How many lines in these records hold the string "Allamah"? State only that number.

#####

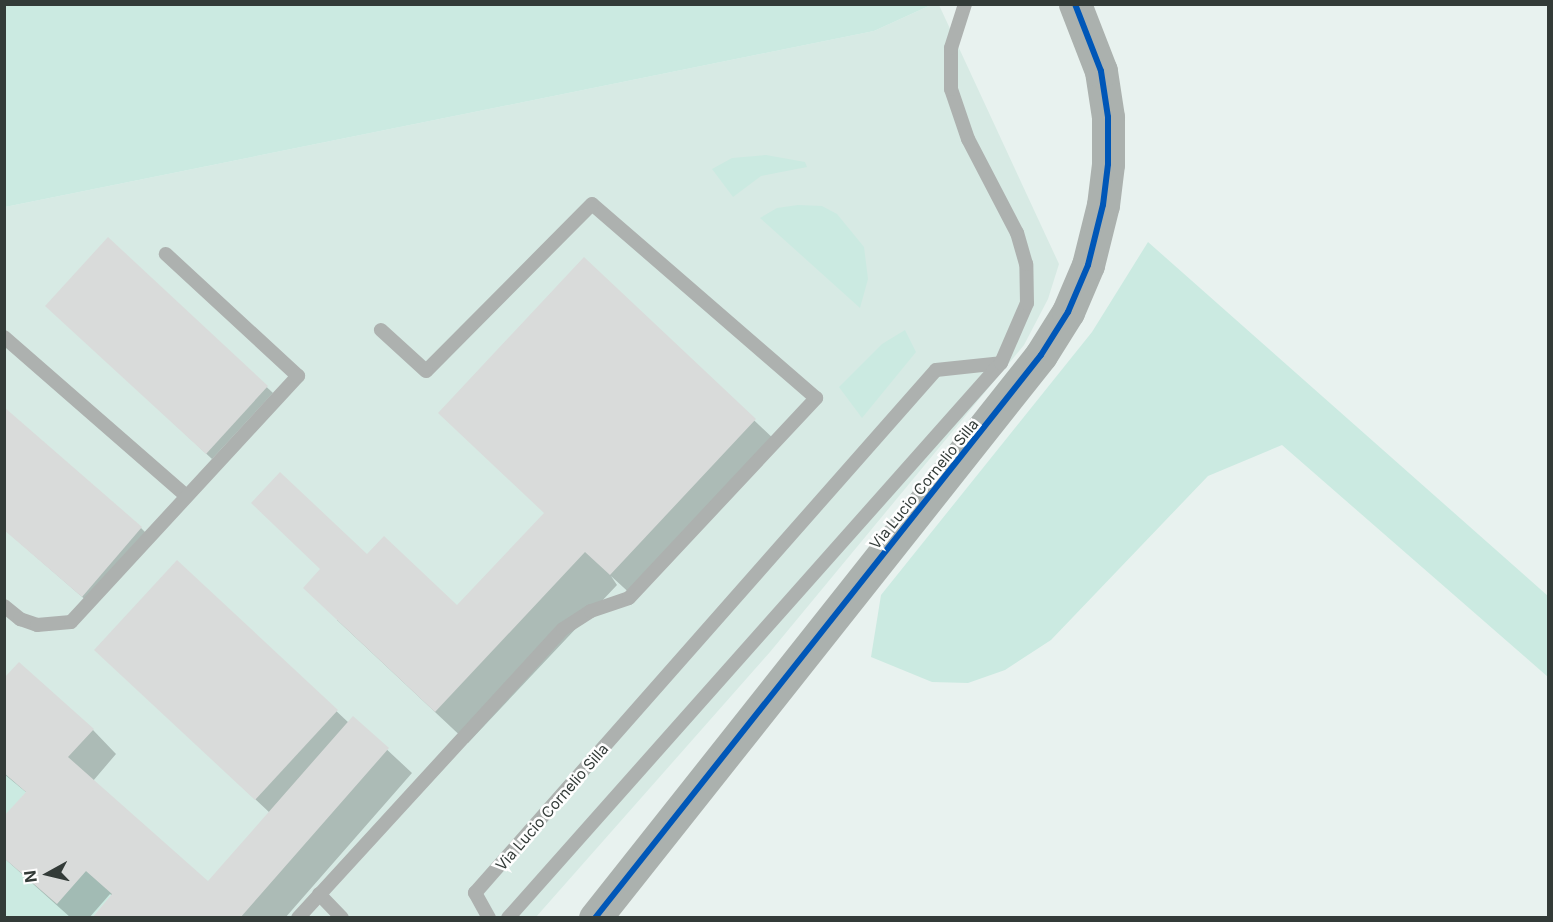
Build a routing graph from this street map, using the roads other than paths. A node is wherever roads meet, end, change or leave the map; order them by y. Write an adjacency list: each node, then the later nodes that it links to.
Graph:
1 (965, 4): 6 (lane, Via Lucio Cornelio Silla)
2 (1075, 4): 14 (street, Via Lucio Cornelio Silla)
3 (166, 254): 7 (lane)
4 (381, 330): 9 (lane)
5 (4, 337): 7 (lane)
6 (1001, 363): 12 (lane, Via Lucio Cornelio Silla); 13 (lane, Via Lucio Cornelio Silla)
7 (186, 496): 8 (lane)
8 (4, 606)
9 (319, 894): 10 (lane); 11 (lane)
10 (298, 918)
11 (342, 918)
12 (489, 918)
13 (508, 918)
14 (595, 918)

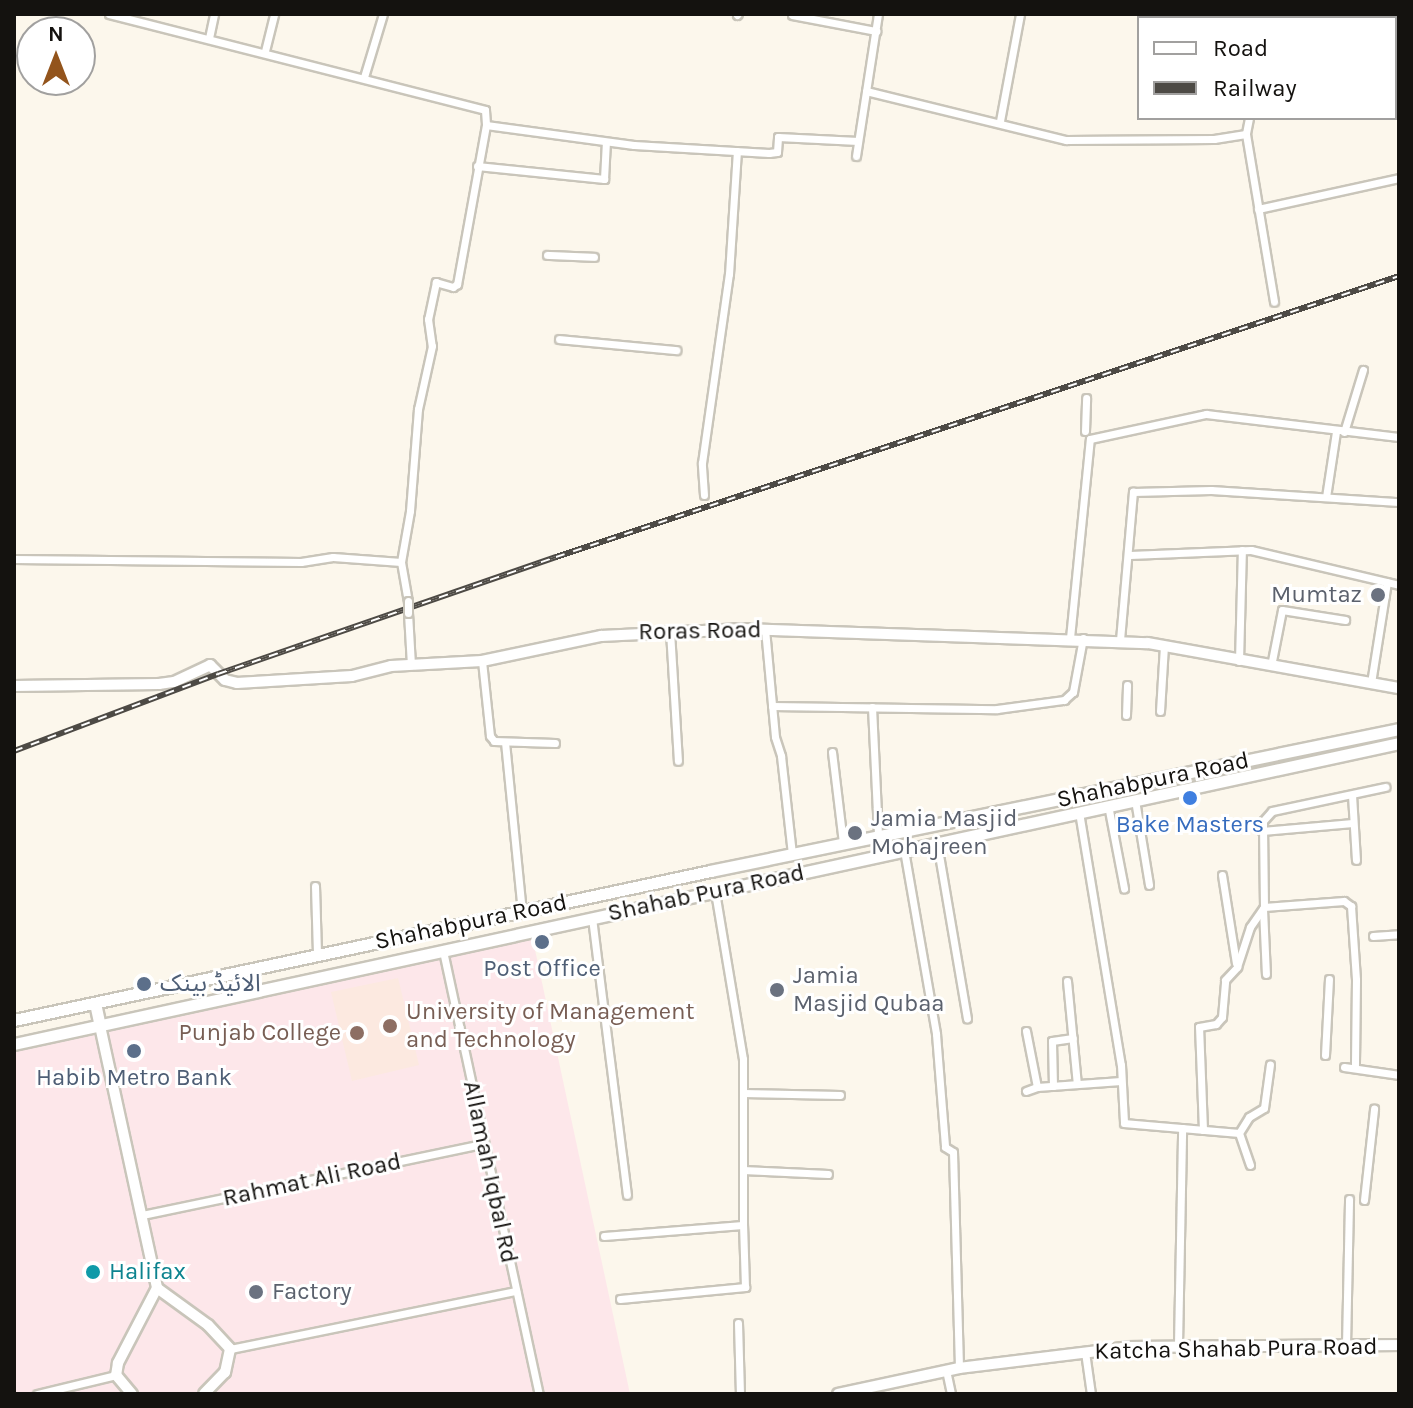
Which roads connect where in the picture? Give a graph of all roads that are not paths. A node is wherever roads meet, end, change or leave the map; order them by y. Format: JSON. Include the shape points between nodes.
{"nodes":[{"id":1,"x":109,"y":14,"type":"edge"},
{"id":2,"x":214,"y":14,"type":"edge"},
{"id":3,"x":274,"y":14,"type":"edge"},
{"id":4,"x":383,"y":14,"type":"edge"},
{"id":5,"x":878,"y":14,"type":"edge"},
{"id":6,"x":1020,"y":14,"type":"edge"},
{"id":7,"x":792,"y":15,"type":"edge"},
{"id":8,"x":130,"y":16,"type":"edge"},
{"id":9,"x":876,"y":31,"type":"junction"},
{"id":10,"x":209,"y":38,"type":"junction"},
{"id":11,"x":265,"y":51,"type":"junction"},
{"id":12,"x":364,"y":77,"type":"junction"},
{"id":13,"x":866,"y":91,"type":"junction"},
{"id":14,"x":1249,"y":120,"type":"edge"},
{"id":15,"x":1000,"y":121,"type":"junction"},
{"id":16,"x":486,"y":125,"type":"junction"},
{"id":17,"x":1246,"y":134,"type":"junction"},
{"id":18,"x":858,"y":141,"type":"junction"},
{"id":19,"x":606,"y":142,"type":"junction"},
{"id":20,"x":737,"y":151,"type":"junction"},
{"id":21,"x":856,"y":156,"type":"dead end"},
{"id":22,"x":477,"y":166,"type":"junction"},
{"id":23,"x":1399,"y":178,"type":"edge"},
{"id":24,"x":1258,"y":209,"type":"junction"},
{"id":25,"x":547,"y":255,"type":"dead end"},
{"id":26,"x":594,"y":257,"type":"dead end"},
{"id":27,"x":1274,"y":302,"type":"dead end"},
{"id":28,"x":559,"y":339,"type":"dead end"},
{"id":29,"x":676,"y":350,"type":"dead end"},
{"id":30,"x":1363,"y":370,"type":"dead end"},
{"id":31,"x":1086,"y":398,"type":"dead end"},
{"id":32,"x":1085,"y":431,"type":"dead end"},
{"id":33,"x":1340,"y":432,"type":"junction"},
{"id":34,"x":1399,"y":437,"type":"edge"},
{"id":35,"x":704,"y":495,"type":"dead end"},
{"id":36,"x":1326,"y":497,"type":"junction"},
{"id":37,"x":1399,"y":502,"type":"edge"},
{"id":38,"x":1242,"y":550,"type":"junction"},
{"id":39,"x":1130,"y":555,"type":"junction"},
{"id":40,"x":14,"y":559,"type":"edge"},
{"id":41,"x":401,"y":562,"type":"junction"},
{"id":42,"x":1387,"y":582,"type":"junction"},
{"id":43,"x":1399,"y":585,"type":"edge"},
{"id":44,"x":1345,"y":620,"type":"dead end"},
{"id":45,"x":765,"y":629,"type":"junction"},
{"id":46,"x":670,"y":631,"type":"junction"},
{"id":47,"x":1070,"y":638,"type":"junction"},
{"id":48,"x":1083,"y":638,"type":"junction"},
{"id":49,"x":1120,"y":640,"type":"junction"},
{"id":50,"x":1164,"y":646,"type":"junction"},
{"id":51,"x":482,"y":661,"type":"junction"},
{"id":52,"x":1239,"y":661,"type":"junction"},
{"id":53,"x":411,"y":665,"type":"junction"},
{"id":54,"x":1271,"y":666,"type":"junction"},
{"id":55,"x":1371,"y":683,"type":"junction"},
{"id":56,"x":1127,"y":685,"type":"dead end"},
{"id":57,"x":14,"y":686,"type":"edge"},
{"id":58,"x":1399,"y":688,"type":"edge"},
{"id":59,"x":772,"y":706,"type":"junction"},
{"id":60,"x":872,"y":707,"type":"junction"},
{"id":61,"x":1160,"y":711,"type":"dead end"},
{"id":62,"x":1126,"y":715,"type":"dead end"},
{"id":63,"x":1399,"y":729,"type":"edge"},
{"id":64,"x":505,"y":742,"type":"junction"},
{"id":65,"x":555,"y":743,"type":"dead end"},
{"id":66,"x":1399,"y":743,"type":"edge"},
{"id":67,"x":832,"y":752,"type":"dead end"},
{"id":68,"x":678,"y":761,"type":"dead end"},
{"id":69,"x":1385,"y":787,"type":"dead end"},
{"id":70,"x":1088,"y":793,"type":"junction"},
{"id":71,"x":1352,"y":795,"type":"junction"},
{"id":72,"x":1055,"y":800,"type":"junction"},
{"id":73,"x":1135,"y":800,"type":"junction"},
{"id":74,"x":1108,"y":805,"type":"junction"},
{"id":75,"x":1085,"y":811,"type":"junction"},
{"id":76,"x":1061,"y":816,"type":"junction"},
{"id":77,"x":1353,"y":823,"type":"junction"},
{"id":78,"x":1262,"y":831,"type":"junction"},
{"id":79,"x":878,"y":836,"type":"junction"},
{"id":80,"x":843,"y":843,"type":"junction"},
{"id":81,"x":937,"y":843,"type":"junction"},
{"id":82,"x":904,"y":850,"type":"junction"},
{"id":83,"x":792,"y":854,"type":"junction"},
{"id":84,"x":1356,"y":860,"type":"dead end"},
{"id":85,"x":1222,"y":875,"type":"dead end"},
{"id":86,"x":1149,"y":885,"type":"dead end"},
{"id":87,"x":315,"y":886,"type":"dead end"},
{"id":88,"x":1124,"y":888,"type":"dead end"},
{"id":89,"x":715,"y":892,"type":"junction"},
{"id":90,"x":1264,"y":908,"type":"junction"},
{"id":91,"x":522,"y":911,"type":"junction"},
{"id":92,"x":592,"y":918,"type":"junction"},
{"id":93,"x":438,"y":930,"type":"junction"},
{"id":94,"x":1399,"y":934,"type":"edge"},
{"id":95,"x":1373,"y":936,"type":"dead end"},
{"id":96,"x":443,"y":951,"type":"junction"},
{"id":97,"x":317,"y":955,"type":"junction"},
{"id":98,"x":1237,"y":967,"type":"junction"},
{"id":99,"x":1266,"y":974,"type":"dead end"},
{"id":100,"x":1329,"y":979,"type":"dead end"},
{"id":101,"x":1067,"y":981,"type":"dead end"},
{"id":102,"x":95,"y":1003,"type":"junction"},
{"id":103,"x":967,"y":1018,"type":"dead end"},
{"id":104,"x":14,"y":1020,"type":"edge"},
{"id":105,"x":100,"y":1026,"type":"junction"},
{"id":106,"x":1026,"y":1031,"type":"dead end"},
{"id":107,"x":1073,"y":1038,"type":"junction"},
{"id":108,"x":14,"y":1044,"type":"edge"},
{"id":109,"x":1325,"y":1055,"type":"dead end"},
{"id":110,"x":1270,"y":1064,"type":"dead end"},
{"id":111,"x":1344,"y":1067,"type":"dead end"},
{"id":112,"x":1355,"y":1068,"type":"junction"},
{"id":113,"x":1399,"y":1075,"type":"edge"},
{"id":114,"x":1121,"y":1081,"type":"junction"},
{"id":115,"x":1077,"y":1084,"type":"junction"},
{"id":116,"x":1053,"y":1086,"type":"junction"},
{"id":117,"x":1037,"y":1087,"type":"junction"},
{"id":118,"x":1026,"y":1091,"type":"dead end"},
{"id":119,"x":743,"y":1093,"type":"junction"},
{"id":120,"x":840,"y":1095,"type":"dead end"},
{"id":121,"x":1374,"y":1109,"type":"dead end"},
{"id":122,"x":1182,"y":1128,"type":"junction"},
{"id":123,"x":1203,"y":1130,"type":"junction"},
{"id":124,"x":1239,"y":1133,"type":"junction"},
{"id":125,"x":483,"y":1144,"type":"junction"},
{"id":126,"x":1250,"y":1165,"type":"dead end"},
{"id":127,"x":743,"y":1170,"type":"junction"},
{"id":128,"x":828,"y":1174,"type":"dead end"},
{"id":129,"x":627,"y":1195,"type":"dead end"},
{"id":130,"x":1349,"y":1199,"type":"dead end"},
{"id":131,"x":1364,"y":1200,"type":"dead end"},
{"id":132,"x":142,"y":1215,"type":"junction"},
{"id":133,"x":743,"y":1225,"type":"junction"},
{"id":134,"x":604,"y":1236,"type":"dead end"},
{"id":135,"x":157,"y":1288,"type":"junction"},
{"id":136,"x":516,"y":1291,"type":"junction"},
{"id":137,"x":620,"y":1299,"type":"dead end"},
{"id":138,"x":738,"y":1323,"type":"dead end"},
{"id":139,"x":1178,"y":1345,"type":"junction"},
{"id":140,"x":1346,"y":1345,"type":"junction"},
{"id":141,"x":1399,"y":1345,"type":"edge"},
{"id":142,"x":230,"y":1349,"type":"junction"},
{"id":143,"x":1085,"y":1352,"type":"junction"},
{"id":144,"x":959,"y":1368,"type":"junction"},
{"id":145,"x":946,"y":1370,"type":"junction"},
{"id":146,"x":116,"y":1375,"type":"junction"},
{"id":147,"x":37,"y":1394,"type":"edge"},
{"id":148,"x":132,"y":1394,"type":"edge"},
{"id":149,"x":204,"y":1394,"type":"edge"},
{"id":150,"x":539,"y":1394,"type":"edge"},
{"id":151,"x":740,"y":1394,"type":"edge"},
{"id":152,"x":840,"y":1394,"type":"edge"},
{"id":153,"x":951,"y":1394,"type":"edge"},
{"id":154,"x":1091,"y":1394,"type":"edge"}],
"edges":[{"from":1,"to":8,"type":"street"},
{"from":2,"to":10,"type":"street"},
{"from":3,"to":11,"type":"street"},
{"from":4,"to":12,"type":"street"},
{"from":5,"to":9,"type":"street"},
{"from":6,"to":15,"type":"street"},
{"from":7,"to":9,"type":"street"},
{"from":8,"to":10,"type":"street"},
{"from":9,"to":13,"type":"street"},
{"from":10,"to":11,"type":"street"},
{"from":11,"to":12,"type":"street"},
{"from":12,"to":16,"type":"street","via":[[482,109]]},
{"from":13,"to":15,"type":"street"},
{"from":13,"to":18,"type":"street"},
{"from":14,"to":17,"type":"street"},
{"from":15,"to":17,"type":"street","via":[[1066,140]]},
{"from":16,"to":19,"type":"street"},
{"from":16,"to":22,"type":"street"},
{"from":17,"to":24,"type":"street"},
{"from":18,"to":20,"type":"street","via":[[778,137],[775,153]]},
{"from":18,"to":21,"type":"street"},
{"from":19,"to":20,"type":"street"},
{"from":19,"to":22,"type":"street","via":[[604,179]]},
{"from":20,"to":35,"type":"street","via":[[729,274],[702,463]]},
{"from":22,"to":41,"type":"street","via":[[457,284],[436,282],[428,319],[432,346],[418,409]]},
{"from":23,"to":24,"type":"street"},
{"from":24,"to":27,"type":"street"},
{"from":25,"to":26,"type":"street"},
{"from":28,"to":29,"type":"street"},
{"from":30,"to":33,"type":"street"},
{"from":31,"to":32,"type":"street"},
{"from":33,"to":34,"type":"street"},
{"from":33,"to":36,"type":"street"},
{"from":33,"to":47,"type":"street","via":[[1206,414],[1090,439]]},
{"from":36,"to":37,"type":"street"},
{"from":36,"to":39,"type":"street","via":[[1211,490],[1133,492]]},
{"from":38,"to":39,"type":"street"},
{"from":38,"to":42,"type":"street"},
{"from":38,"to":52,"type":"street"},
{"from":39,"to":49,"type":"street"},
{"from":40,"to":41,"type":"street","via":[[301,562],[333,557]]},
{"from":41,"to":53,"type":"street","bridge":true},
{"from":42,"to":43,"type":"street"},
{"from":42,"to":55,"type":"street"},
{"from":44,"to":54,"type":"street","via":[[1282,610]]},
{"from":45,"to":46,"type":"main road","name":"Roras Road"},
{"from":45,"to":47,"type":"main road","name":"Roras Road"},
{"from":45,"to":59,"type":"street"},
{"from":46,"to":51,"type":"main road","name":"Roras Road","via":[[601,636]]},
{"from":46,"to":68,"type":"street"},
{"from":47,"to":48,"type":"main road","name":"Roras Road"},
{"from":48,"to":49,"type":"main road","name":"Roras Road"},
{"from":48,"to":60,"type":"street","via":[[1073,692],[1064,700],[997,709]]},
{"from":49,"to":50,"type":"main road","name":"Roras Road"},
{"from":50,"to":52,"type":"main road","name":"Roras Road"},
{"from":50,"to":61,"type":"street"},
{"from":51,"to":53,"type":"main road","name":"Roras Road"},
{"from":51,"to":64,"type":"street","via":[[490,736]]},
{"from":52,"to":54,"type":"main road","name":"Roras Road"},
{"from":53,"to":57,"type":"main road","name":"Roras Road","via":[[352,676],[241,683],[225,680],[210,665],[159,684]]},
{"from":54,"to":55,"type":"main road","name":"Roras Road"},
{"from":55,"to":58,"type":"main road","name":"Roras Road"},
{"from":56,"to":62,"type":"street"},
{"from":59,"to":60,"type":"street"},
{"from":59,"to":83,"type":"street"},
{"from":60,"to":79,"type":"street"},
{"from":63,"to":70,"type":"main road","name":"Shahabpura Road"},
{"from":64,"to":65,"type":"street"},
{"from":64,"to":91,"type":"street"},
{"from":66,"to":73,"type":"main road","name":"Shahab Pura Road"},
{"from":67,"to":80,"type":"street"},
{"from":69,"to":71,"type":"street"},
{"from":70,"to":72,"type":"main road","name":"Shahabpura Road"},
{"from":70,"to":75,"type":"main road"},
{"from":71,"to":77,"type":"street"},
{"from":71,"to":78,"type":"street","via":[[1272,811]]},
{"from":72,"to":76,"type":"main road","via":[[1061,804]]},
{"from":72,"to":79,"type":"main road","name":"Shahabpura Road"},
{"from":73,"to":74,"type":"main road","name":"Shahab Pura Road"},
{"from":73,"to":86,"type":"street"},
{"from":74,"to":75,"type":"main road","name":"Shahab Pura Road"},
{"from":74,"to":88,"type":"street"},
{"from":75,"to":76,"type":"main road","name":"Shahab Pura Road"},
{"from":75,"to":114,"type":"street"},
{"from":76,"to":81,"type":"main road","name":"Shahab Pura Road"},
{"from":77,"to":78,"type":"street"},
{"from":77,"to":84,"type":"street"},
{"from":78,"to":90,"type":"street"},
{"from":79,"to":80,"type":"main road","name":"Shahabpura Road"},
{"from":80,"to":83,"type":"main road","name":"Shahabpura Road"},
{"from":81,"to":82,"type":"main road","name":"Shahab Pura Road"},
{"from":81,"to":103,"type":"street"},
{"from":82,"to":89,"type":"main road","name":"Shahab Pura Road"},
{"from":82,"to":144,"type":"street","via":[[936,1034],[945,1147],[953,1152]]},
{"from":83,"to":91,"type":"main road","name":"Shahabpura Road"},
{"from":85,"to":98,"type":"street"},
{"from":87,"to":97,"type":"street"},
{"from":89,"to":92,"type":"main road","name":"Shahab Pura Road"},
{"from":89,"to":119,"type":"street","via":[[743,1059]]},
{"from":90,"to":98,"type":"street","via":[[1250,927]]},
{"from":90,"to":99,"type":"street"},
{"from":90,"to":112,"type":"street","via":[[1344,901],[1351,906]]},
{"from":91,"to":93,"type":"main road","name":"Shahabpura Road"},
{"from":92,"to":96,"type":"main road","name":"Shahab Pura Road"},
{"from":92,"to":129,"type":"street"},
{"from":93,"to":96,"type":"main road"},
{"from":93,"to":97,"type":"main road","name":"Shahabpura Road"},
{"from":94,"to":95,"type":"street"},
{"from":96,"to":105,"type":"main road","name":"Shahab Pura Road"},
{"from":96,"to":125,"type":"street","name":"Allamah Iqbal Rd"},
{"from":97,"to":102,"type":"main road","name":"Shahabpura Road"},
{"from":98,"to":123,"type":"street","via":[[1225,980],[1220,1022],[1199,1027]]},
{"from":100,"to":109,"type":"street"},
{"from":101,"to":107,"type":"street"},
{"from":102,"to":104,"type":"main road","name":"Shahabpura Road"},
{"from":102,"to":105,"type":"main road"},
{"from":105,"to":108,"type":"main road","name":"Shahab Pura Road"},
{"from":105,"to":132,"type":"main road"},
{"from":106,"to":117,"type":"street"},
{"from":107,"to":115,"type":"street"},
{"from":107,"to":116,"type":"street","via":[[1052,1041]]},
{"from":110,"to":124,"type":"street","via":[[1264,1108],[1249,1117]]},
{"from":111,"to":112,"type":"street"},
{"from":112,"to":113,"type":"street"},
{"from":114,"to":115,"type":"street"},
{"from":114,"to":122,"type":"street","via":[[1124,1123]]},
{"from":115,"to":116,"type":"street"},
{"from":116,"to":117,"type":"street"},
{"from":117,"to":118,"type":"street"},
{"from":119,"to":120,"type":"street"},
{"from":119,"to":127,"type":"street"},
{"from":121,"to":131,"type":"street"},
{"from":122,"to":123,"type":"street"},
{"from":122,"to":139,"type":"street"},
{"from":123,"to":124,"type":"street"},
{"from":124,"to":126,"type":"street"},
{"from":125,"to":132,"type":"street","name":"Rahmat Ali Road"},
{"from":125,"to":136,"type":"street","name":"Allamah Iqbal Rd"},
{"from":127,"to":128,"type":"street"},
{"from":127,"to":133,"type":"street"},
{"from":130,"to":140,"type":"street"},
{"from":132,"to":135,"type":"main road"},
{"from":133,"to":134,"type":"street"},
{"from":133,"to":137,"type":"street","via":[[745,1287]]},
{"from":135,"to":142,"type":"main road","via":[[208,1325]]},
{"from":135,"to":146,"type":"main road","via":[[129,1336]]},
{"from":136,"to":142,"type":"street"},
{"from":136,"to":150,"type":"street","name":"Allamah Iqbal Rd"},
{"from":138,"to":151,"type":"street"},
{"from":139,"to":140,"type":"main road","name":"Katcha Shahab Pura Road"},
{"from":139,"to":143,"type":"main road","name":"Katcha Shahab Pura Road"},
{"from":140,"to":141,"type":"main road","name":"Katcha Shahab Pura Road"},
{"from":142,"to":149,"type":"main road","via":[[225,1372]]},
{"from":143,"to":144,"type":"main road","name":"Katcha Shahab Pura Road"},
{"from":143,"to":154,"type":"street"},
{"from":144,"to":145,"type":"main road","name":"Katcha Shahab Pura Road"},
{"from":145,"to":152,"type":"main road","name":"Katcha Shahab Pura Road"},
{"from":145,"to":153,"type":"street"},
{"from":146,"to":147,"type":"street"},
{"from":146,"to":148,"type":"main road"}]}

#####

◆ **RESPONSE TO THIS EXERCISE**: 3